Vikram Vij and his wife, Meeru Dhalwala, own maybe the most splendid Indian restaurant I've ever eaten at: Vij's, in Vancouver, BC. It has many unique facets: A women-only kitchen, run by Meeru; a warm, welcoming environment dim and flickering with candles, presided over by Vikram; an incredibly fragrant, fresh interpretation of Indian dishes that each take your breath away. These two passionate and ambitious restauranteurs also have a home life infused with the good food they share at their two restaurants. But until just a few years ago, they didn't have a proper dining room. The journey to creating a dining room, and cooking at home more often, is detailed in their new cookbook: Vij's at Home: Relax, Honey.
Indian cooking often appears elaborate, time-consuming, and strange to those of us who are not accustomed to it. It can be the last thing we turn to for quick weeknight suppers. But the recipes in the new Vij's book offer a different perspective. While the first Vij's cookbook (Vij's: Elegant and Inspired Indian Cuisine) recreated the exotic, sophisticated dishes from the restaurant, Vij's at Home turns towards the home kitchen and dining table.
That dining table is a new thing for this cooking couple. They ignored their own home for a long time as all their energies went into their restaurant and their children. The dining room was a combination office and playroom, and dinner parties meant that guests held their plates on their laps.
That finally changed a few years ago, and the introduction to this book describes the vast change in their family life. They began eating breakfast together and cooking together with their girls more often. "After not realizing what we were missing," they write, "the arrival of a dining table was like a balm to our lives. We've always loved cooking, but now our rewards are multiplied with the joys of being able to have friends over for dinner without any stress of rearranging kitchens and carrying folding tables and chairs. Simply put, we are less lonely with the freedom of being able to more often invite people over for a meal."
What a wonderful statement — how could we not love a cookbook that came out of such a realization and change? This book offers the sort of food that Meeru and Vikram cook at home: Many, many vegetarian dishes that can be made quickly, like Turnips and Tomatoes in Kalonji Masala, and Mung Beans in Coconut Curry. There are some meat and seafood dishes as well, like Fresh Fennel and Pork Curry.

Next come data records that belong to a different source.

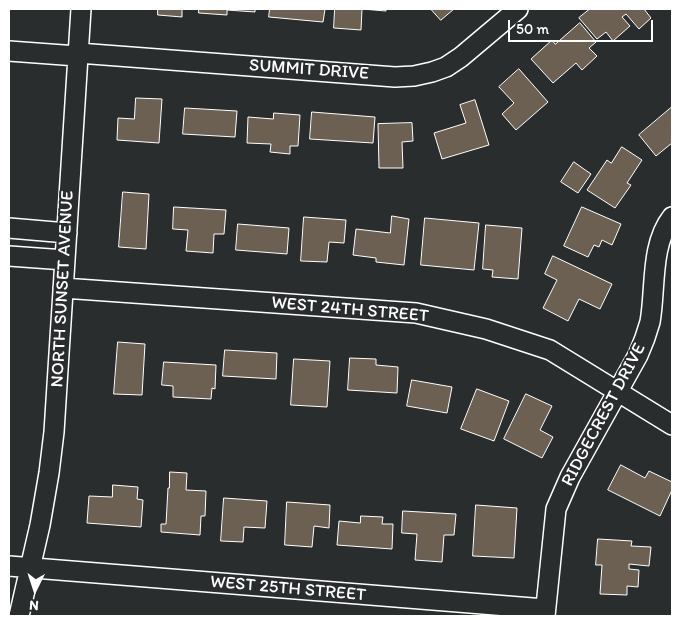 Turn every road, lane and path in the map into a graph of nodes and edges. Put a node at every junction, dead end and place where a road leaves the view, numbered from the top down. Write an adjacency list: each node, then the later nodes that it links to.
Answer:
1 (81, 9): 4 (street, NORTH SUNSET AVENUE)
2 (518, 9): 4 (street, SUMMIT DRIVE)
3 (9, 51): 4 (street, SUMMIT DRIVE)
4 (78, 55): 7 (street, NORTH SUNSET AVENUE)
5 (672, 217): 11 (street, RIDGECREST DRIVE)
6 (9, 228): 7 (street)
7 (67, 233): 9 (street, NORTH SUNSET AVENUE)
8 (9, 256): 9 (street)
9 (66, 260): 10 (street, NORTH SUNSET AVENUE)
10 (64, 288): 11 (street, WEST 24TH STREET); 14 (street, NORTH SUNSET AVENUE)
11 (618, 391): 12 (street, WEST 24TH STREET); 15 (street, RIDGECREST DRIVE)
12 (672, 425)
13 (9, 566): 14 (street, WEST 25TH STREET)
14 (30, 568): 15 (street, WEST 25TH STREET); 16 (street, NORTH SUNSET AVENUE)
15 (545, 613)
16 (20, 616) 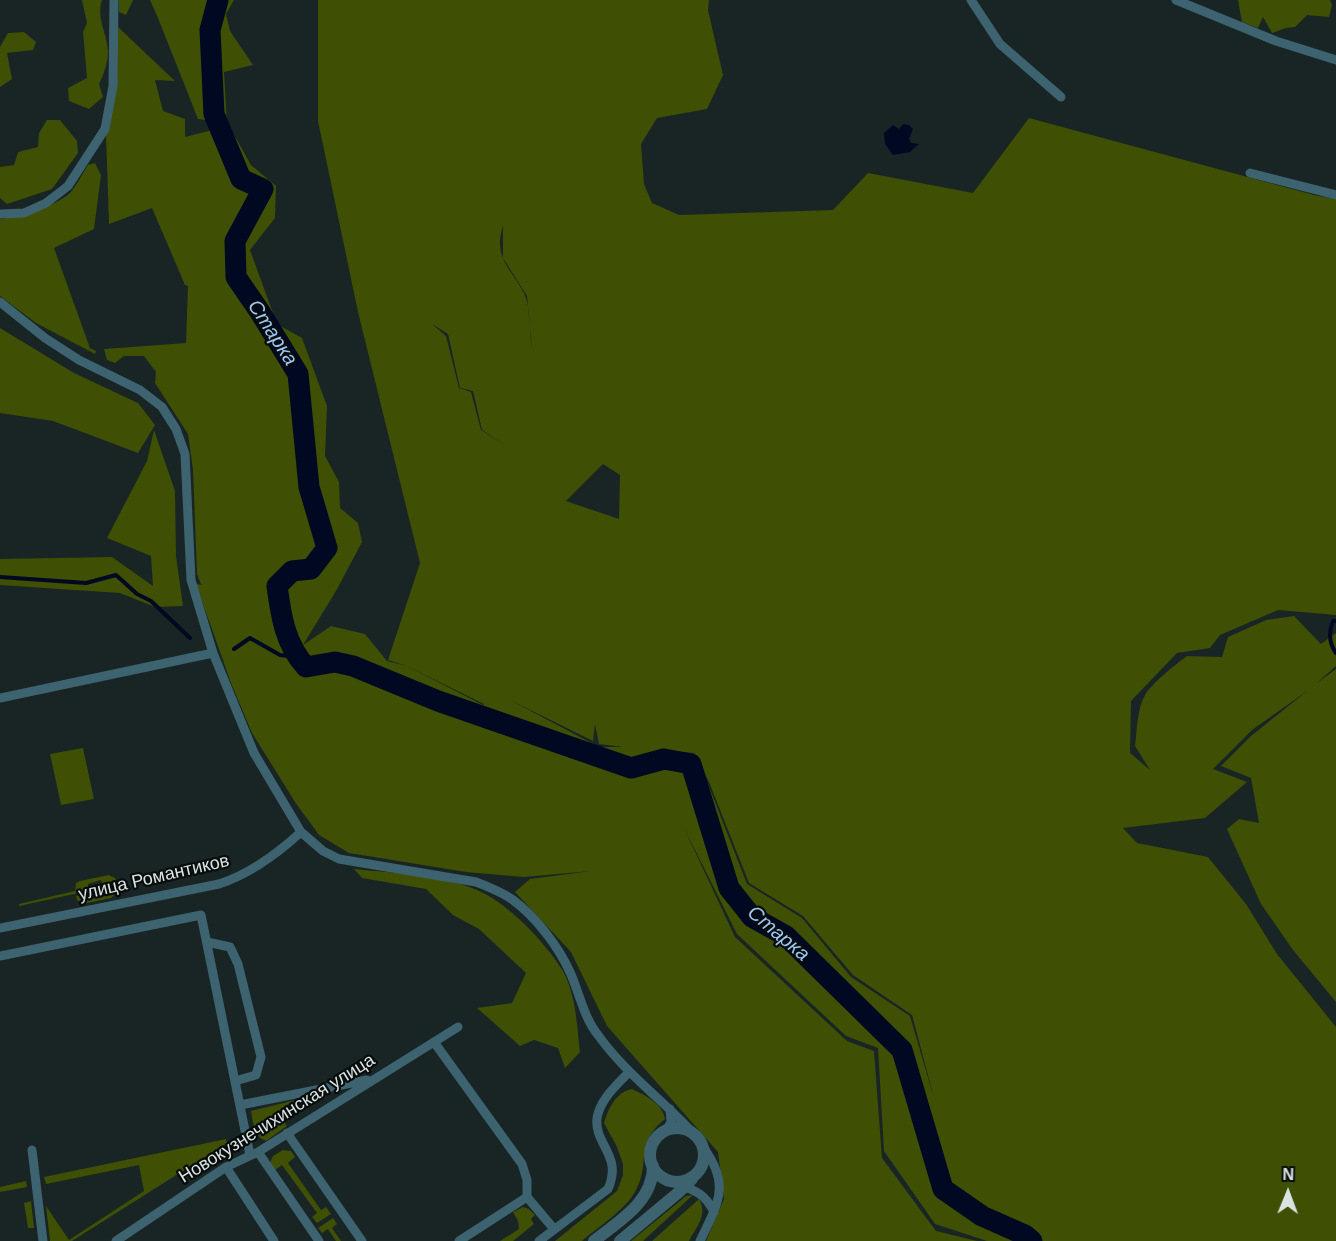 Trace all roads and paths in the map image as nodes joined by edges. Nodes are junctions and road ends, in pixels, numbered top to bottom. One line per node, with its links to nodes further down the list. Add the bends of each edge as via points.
1 (114, 0): 8 (street, via 113,86 105,129 68,186 24,213)
2 (971, 0): 5 (street, via 1000,44)
3 (1176, 0): 4 (street, via 1276,42)
4 (1336, 60)
5 (1061, 97)
6 (1250, 174): 7 (street)
7 (1336, 195)
8 (0, 214)
9 (0, 302): 10 (street, via 79,360 141,390 162,407 176,429 185,454 191,580)
10 (213, 653): 11 (street); 12 (street, via 254,753)
11 (0, 698)
12 (302, 832): 13 (street, улица Романтиков, via 244,874 219,884); 18 (street, via 339,859 476,882 514,901 555,947 569,969 596,1034)
13 (0, 928)
14 (207, 942): 15 (street, via 201,915); 20 (street); 20 (street, via 230,947 238,964 261,1057 256,1075)
15 (0, 956)
16 (458, 1027): 17 (street, Новокузнечихинская улица)
17 (434, 1042): 19 (street, Новокузнечихинская улица); 33 (street, via 522,1164)
18 (629, 1072): 22 (street); 35 (street, via 607,1096 597,1118 612,1160 613,1177 608,1189)
19 (374, 1079): 21 (street); 24 (street, Новокузнечихинская улица)
20 (235, 1081): 21 (street)
21 (240, 1105): 27 (street)
22 (670, 1109): 23 (street, via 671,1122); 25 (street)
23 (666, 1131): 25 (street, via 680,1129); 29 (street, via 653,1145)
24 (287, 1133): 27 (street, Новокузнечихинская улица); 40 (street)
25 (697, 1138): 30 (street, via 704,1161); 34 (street, via 717,1168 718,1200)
26 (32, 1150): 36 (street)
27 (254, 1154): 28 (street, Новокузнечихинская улица); 39 (street)
28 (226, 1167): 37 (street, Новокузнечихинская улица); 38 (street)
29 (653, 1167): 31 (street); 43 (street, via 646,1195)
30 (693, 1177): 31 (street); 32 (street)
31 (670, 1181): 32 (street)
32 (684, 1187): 34 (street, via 707,1199); 44 (street)
33 (527, 1197): 35 (street); 41 (street)
34 (714, 1212): 45 (street)
35 (554, 1229): 42 (street)
36 (43, 1241)
37 (116, 1241)
38 (274, 1241)
39 (319, 1241)
40 (362, 1241)
41 (459, 1241)
42 (539, 1241)
43 (594, 1241)
44 (621, 1241)
45 (700, 1241)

They offer a guide to the spices they use, with notes on which spices really are optional. They talk about the role of the pressure cooker in Indian cooking, and wine pairings for their highly-spiced food.
And the whole book is illustrated with photos of them cooking at home with their two girls. There are all sorts of things I want to cook in this book, made accessible with Western measurements and terminology, paced and scaled for a weeknight cook. This is the kind of Indian food I want to cook!

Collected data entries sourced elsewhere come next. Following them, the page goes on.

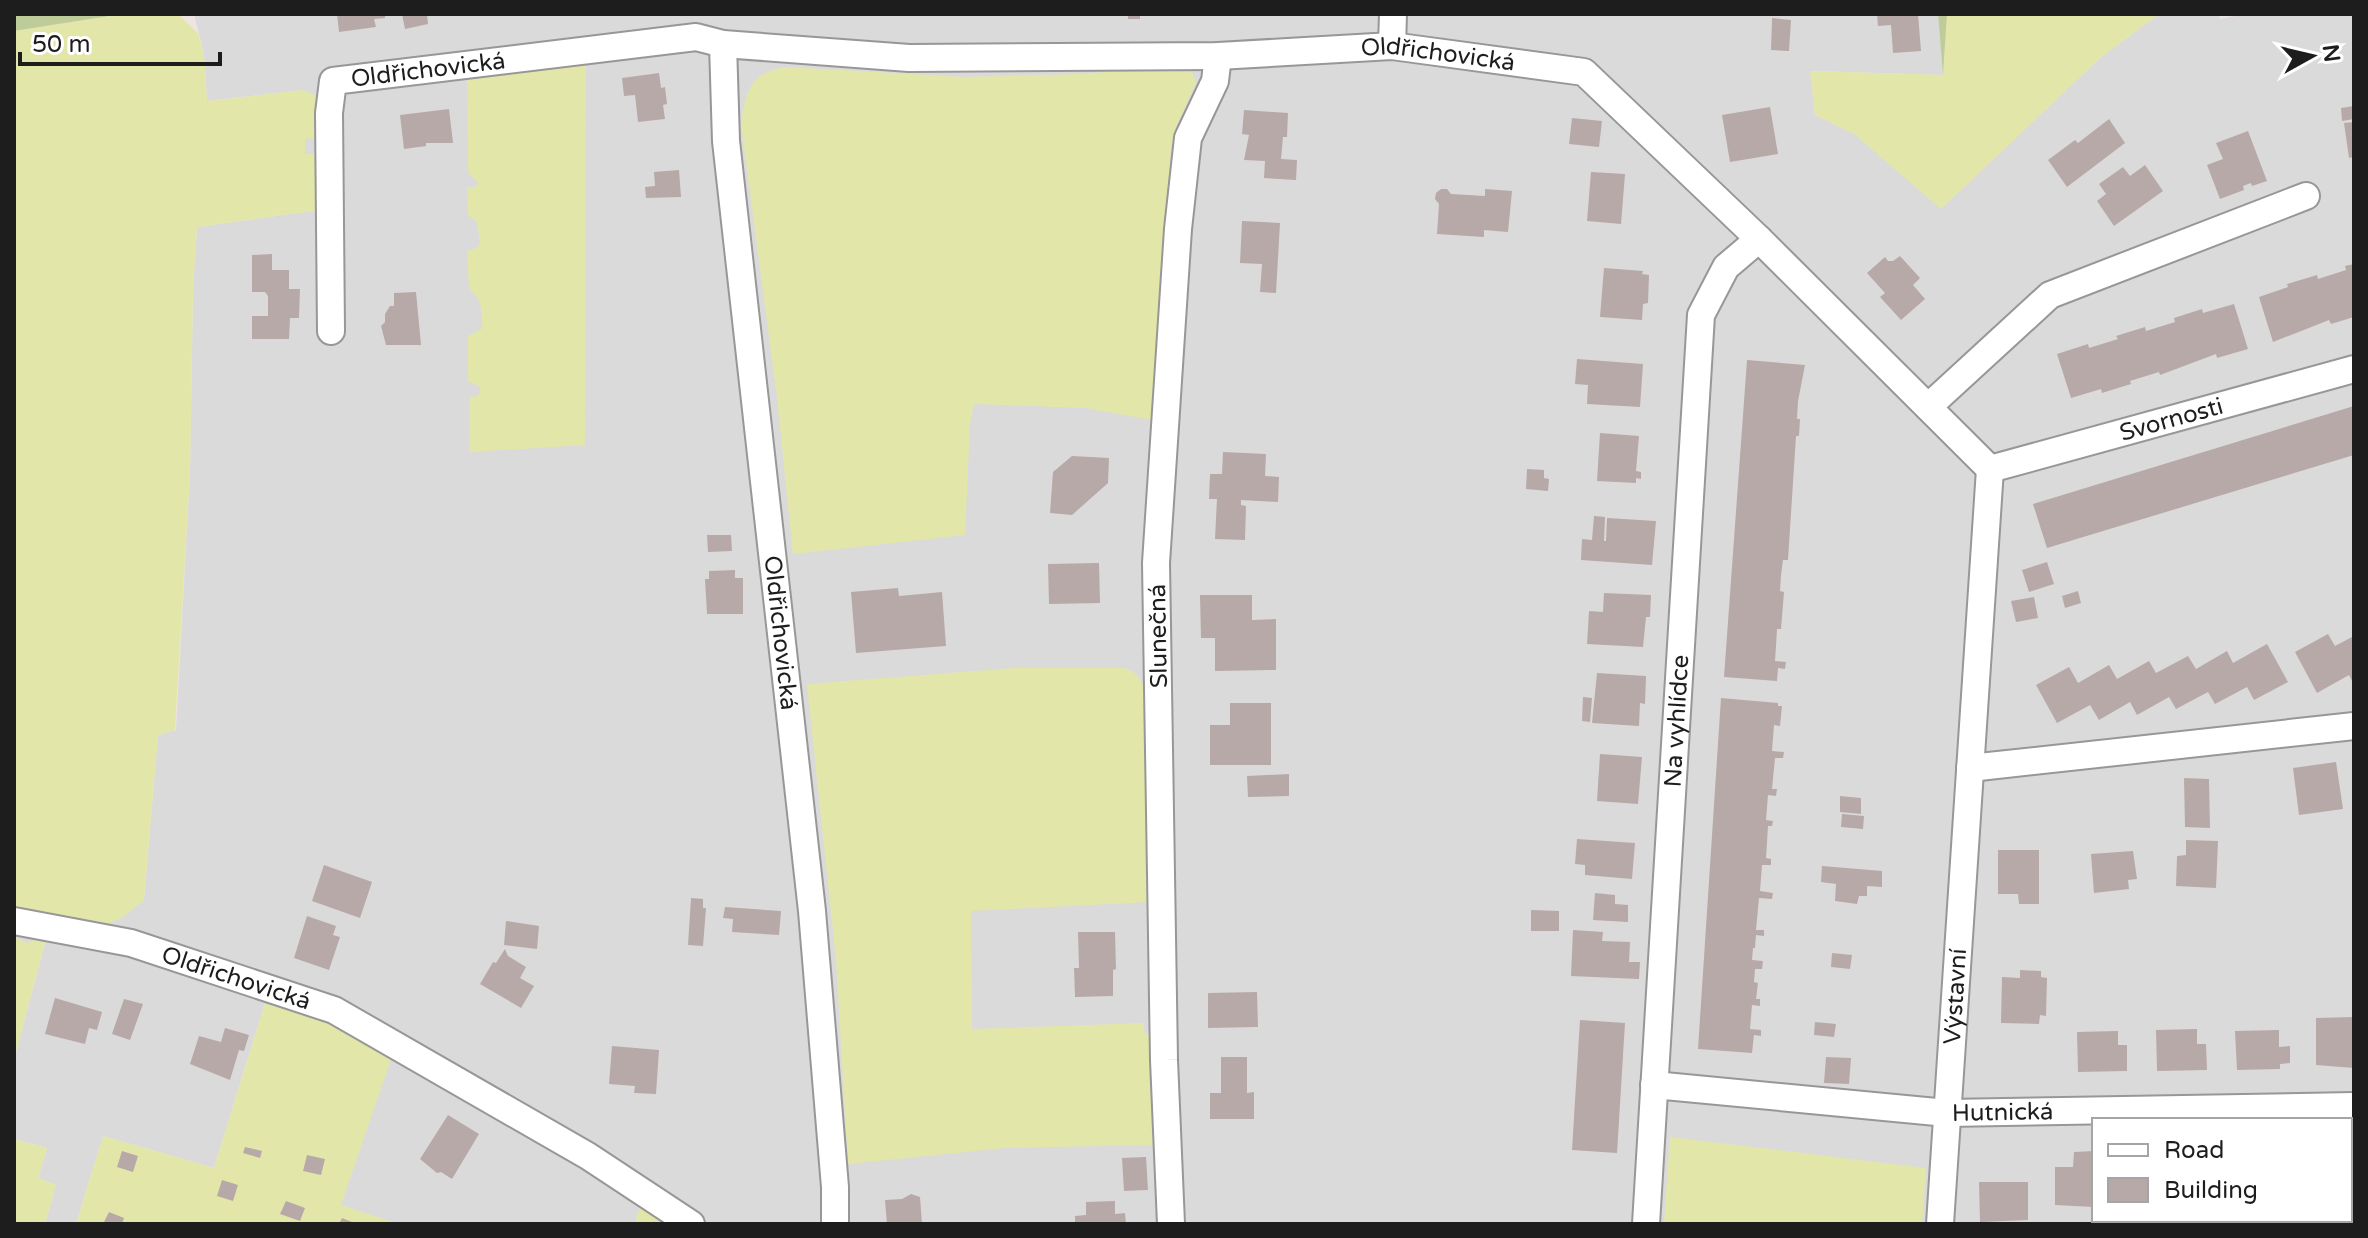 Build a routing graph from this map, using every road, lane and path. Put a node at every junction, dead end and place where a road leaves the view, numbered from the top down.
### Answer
1 (1393, 14) edge
2 (723, 44) junction
3 (1392, 46) junction
4 (1218, 56) junction
5 (2306, 196) dead end
6 (1759, 239) junction
7 (331, 331) dead end
8 (2354, 369) edge
9 (1928, 407) junction
10 (1990, 469) junction
11 (2354, 726) edge
12 (1970, 768) junction
13 (14, 921) edge
14 (1654, 1085) junction
15 (2354, 1106) edge
16 (1947, 1113) junction
17 (691, 1224) edge
18 (835, 1224) edge
19 (1171, 1224) edge
20 (1646, 1224) edge
21 (1940, 1224) edge

1 - 3 street
2 - 4 street, Oldřichovická
2 - 7 street, Oldřichovická
2 - 18 street, Oldřichovická
3 - 4 street, Oldřichovická
3 - 6 street, Oldřichovická
4 - 19 street, Slunečná
5 - 9 street
6 - 9 street, Oldřichovická
6 - 14 street, Na vyhlídce
8 - 10 street, Svornosti
9 - 10 street, Oldřichovická
10 - 12 street, Výstavní
11 - 12 street
12 - 16 street, Výstavní
13 - 17 street, Oldřichovická
14 - 16 street, Hutnická
14 - 20 street, Na vyhlídce
15 - 16 street, Hutnická
16 - 21 street, Výstavní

The yogurt curry below is a perfect example of how this book works. It's incredibly simple and quick, and yet bursting with real flavor. Take a peek at this book, if you get a chance, and try this recipe. You'll be rewarded for both around your own dinner table.

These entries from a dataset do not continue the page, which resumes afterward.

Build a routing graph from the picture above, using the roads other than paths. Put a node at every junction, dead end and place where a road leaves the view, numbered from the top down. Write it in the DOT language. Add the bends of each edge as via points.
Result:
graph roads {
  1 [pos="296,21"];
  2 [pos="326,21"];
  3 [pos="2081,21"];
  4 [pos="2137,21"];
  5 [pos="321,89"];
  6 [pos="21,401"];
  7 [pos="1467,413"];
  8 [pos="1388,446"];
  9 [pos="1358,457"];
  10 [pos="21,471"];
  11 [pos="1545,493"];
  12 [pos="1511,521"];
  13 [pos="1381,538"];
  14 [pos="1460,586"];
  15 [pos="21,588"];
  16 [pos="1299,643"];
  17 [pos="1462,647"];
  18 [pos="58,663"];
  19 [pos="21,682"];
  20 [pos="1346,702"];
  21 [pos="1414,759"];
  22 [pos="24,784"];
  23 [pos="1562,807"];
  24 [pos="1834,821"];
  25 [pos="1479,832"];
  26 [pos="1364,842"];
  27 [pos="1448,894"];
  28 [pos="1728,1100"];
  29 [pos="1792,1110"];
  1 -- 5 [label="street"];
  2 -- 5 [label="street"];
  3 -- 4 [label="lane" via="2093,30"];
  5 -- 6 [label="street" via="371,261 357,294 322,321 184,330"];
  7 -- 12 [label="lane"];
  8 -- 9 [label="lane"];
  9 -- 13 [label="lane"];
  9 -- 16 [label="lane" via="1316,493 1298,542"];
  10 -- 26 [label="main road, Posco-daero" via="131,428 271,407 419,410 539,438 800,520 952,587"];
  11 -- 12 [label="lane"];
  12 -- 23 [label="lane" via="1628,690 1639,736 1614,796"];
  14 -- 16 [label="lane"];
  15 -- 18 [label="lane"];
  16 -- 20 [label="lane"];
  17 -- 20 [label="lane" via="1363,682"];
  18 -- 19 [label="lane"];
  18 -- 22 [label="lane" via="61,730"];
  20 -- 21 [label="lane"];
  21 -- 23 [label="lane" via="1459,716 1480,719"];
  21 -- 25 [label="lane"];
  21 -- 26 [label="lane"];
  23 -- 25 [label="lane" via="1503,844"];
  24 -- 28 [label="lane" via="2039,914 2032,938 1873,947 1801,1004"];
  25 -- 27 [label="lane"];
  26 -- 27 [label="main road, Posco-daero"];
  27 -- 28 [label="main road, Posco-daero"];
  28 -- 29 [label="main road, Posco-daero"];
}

Yogurt can be a good alternative to onions and garlic. We don’t mean that they are similar in flavour, but yogurt is bold enough to carry a curry without the aid of onions and garlic. So, make this dish if you don’t like onions or garlic or if you want a change from regular onion-based curries. You can just as easily add sautéed onions or garlic to this dish if you like, or not use ginger at all. This curry is a lighter version of Yogurt Curry (page 92).
At Rangoli, we serve variations of this curry with spiced, breaded and seared tilapia. You could use any white fish, but please make sure that the fish comes from a sustainable farm and that, if it’s wild, it isn’t an endangered or threatened fish. Buy the fillets boned, trimmed and scaled, or, if you prefer, buy the entire fish and prepare it yourself at home. If you’re a vegetarian, you can serve just the curry as a soup with rice on the side.
You can also sauté your favourite vegetables in some oil with salt and mix them with the rice and curry. We always serve this dish with white basmati rice in a large bowl.
Place yogurt in a large bowl and set aside. In a medium pot, heat oil on medium for 1 minute. Add cumin seeds and allow them to sizzle for 30 to 45 seconds, or until darker brown. Stir in asafoetida. It will sizzle within 30 to 45 seconds and darken, which means it is cooked. Add ginger, stir and sauté for 1 minute. Add salt, turmeric, coriander, paprika and cayenne and stir for 2 to 3 minutes. The spices will become slightly pasty. Turn off the heat and stir in water.
To prevent the yogurt from curdling, whisk 1 cup of the masala-water mixture into the yogurt. Pour the yogurt into the pot of masala-water and stir well with a whisk. Turn the heat to high and bring curry to a boil, whisking constantly, then reduce the heat to medium-low and simmer for 5 minutes, stirring once or twice. Set aside while you prepare the fish.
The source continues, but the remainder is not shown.